• [Your task]:
One line at a time, check the entries below for the word "TEEROFENDAMM", and copy each line that has it.

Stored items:
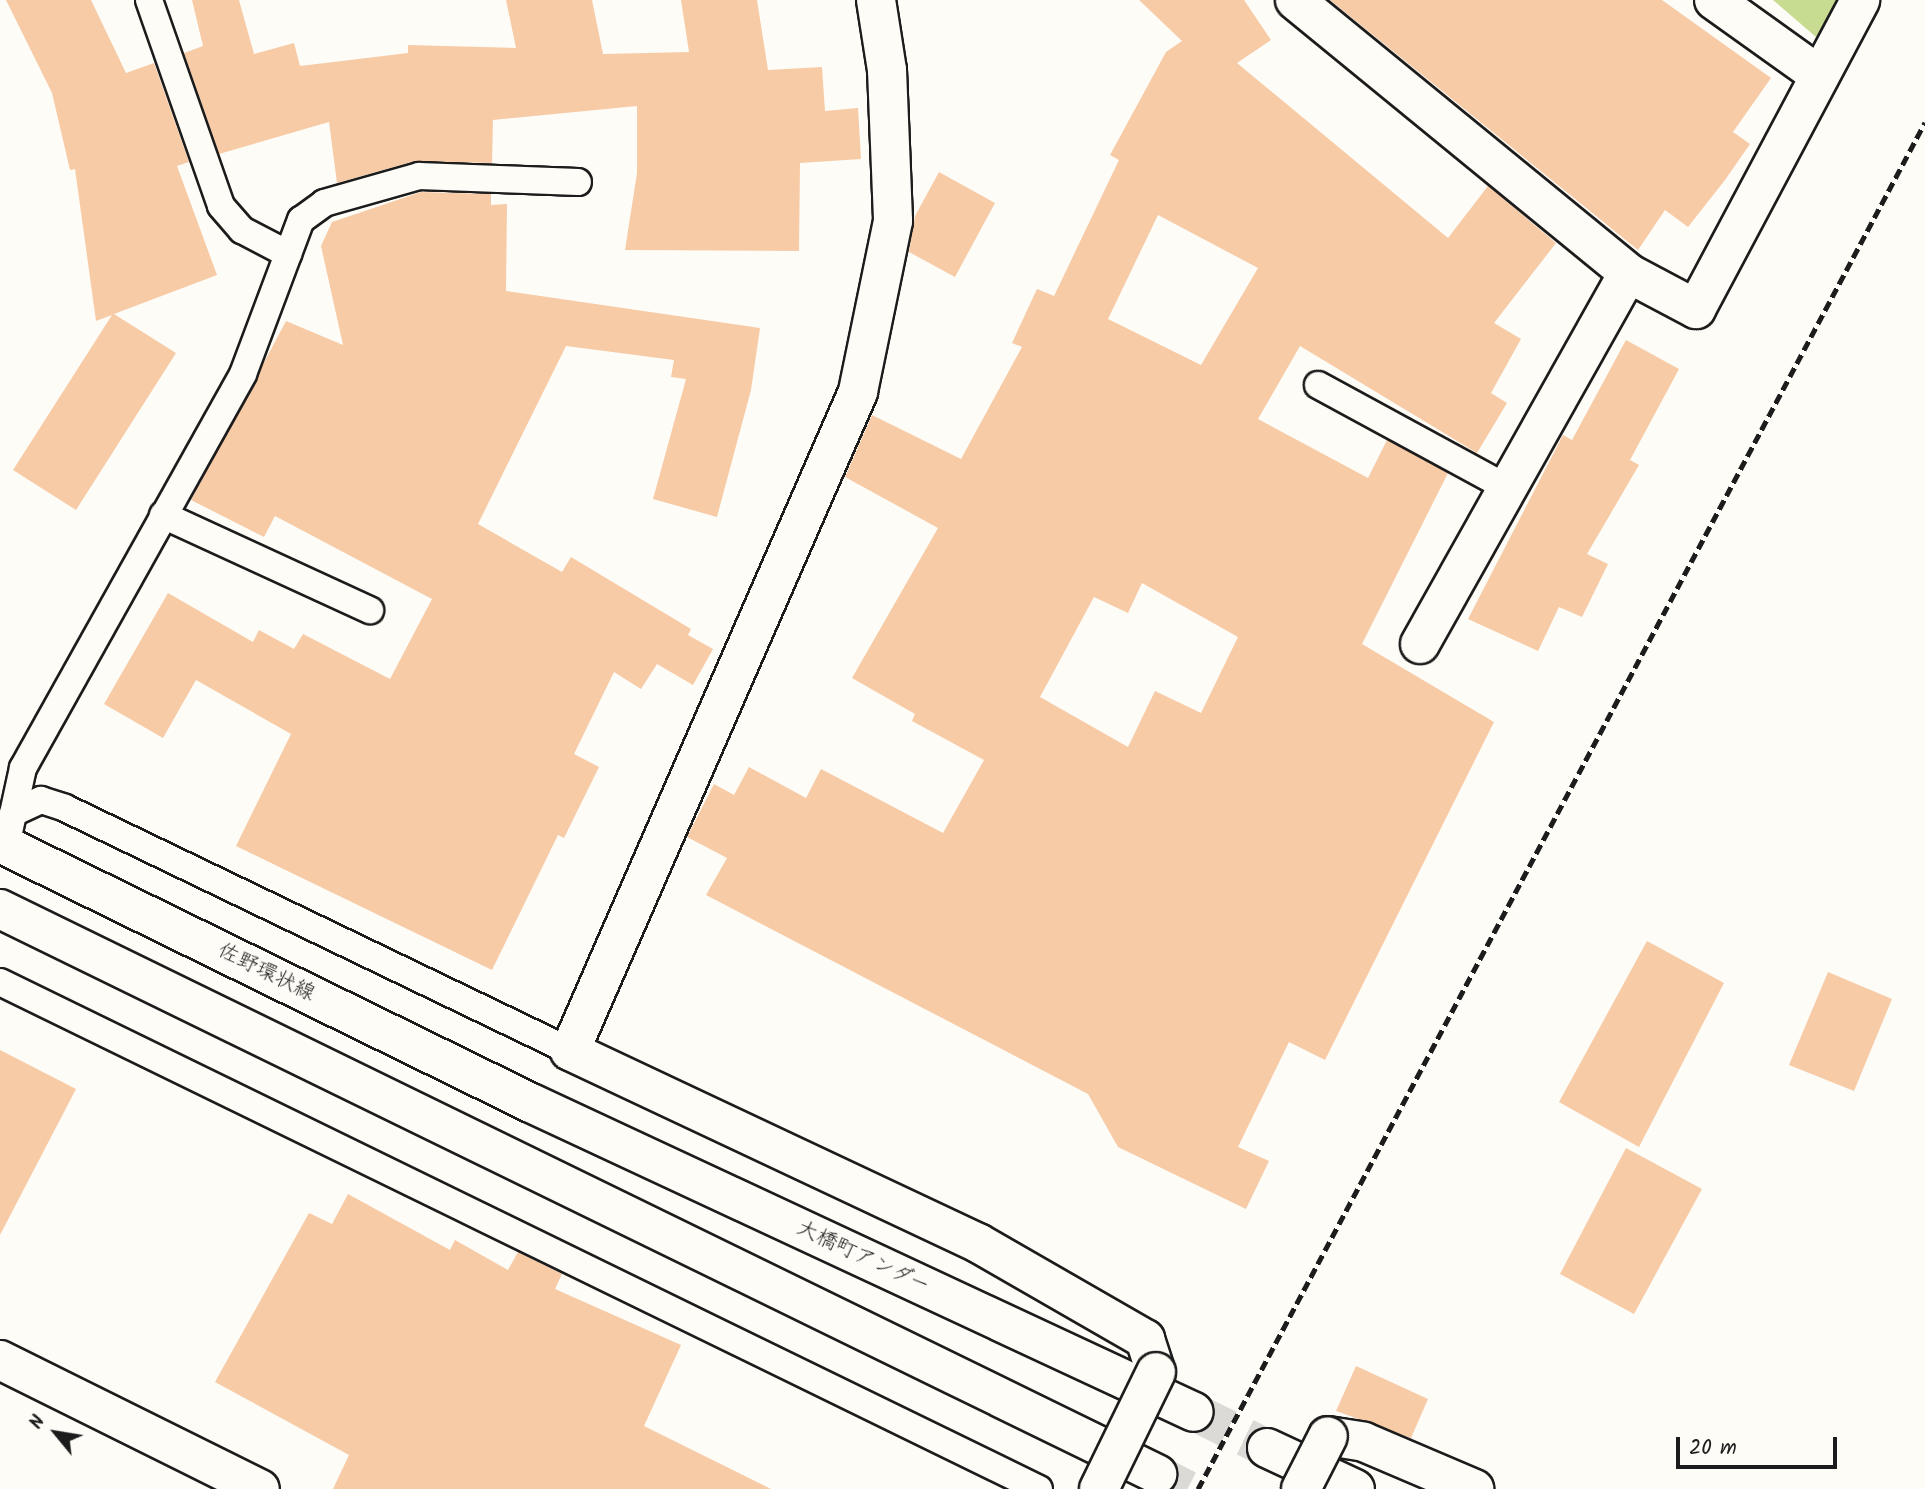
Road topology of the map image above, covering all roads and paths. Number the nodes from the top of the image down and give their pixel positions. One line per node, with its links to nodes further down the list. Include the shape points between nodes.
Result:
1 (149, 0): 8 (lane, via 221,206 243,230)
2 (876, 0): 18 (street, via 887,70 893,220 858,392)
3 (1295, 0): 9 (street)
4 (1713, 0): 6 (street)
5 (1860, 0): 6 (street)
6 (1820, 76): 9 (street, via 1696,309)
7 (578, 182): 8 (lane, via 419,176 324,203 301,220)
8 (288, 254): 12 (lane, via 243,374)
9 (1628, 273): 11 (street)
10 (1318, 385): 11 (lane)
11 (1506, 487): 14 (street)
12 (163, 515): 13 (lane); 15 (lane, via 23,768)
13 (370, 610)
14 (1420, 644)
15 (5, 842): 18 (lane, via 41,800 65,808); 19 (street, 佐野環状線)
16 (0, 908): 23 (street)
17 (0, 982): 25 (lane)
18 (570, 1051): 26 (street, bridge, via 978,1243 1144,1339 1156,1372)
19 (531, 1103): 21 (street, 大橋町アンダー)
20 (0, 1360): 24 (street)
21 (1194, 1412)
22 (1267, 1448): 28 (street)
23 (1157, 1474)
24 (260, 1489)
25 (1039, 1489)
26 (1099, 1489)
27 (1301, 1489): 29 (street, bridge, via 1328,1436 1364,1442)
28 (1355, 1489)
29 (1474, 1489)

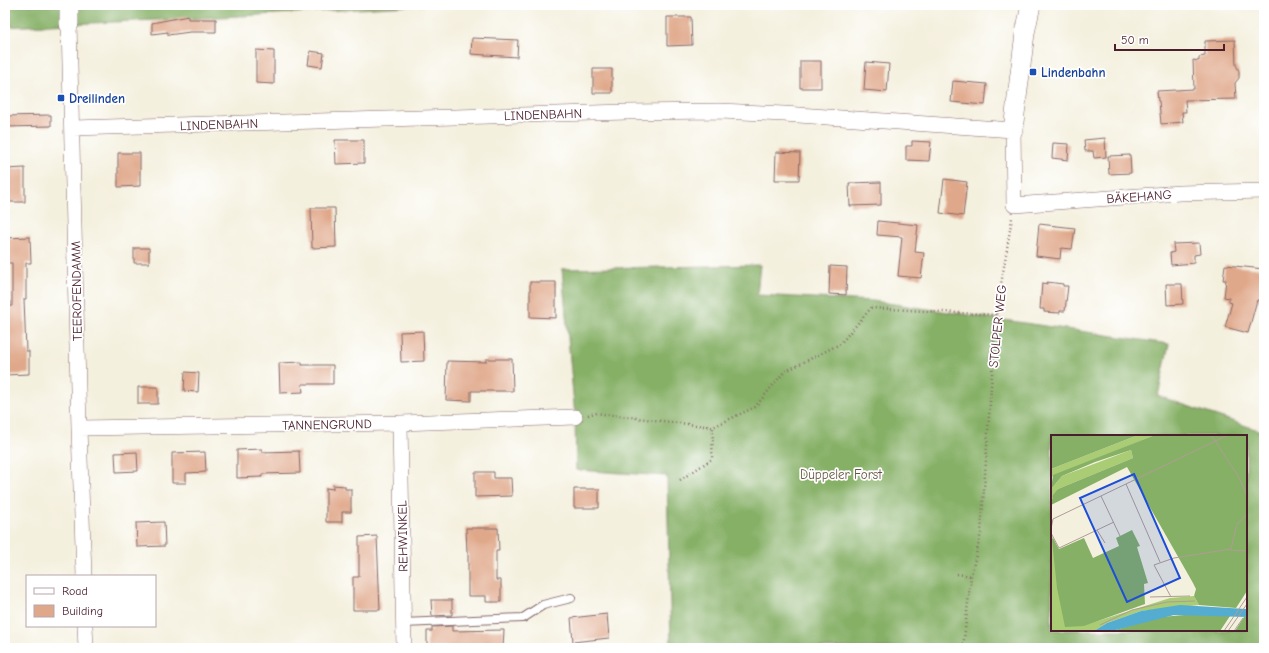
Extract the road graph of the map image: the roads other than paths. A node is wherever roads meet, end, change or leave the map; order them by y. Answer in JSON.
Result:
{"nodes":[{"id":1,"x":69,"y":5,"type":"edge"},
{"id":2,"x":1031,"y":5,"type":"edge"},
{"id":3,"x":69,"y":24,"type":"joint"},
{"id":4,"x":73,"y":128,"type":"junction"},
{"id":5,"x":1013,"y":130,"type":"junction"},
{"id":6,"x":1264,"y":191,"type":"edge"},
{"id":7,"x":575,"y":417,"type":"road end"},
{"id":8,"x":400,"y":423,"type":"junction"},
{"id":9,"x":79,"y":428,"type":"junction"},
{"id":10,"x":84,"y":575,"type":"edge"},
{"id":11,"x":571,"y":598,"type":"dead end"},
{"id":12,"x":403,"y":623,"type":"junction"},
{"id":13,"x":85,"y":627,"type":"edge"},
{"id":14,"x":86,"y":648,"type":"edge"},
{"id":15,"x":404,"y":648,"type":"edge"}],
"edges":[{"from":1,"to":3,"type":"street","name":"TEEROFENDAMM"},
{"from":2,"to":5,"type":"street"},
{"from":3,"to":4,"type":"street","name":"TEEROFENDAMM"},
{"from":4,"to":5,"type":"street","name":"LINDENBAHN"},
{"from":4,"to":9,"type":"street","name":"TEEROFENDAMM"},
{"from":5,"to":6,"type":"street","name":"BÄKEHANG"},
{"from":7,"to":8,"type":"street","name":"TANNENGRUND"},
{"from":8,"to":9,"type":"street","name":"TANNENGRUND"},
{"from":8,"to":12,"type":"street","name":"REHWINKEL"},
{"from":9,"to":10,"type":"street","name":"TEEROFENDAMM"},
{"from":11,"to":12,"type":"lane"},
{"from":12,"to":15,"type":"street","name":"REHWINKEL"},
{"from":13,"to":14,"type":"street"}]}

• [Answer to this exercise]:
"edges":[{"from":1,"to":3,"type":"street","name":"TEEROFENDAMM"},
{"from":3,"to":4,"type":"street","name":"TEEROFENDAMM"},
{"from":4,"to":9,"type":"street","name":"TEEROFENDAMM"},
{"from":9,"to":10,"type":"street","name":"TEEROFENDAMM"},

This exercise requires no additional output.